**WHAT IS BEING ASKED**
The answer is an exact repeat of the entries below, with the pictures omitted.
──────── EXTRACTED RECORDS
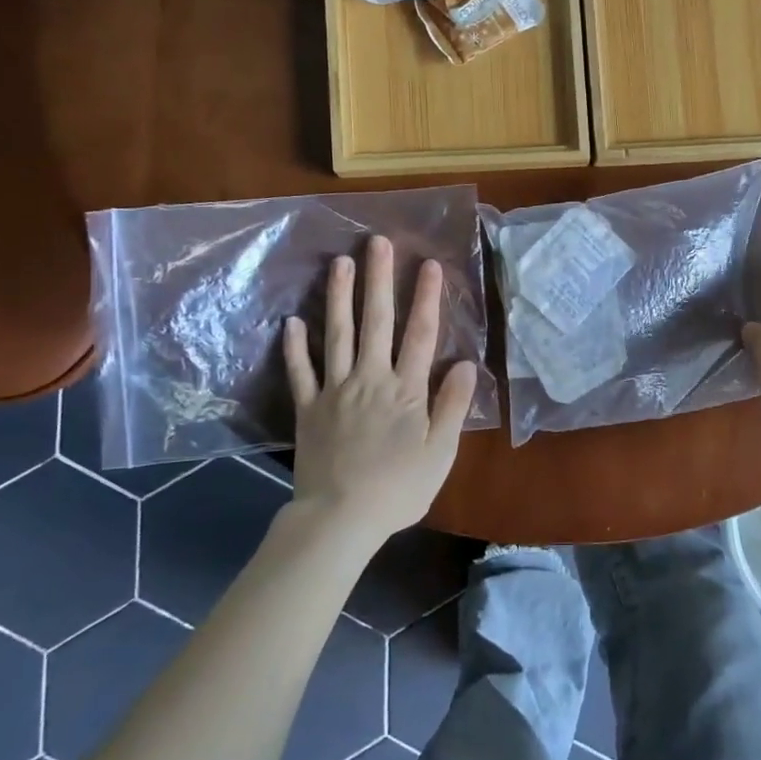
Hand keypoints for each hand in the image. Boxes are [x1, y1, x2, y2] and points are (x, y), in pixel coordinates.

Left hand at [284, 236, 478, 546]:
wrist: (340, 517)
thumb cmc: (399, 489)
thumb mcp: (440, 453)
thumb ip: (453, 405)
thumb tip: (467, 363)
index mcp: (405, 390)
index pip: (420, 335)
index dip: (426, 298)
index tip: (429, 264)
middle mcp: (370, 379)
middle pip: (376, 323)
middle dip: (379, 280)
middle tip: (377, 242)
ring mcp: (335, 391)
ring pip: (337, 335)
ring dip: (339, 297)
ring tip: (340, 263)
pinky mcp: (308, 408)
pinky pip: (300, 372)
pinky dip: (295, 347)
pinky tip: (293, 322)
────────────────
**RESULT**
Hand keypoints for each hand in the image. Boxes are [x1, y1, x2, y2] and points are (x, y), in pixel coordinates.

Left hand at [284, 236, 478, 546]:
wrist: (340, 517)
thumb cmc: (399, 489)
thumb mcp: (440, 453)
thumb ip: (453, 405)
thumb tip: (467, 363)
index mcp: (405, 390)
index pip: (420, 335)
index dip: (426, 298)
index tip: (429, 264)
middle mcp: (370, 379)
middle pip: (376, 323)
middle dip: (379, 280)
middle tip: (377, 242)
ring mcp: (335, 391)
ring pip: (337, 335)
ring dip: (339, 297)
ring tip: (340, 263)
pinky mcp: (308, 408)
pinky pip: (300, 372)
pinky dip: (295, 347)
pinky tip: (293, 322)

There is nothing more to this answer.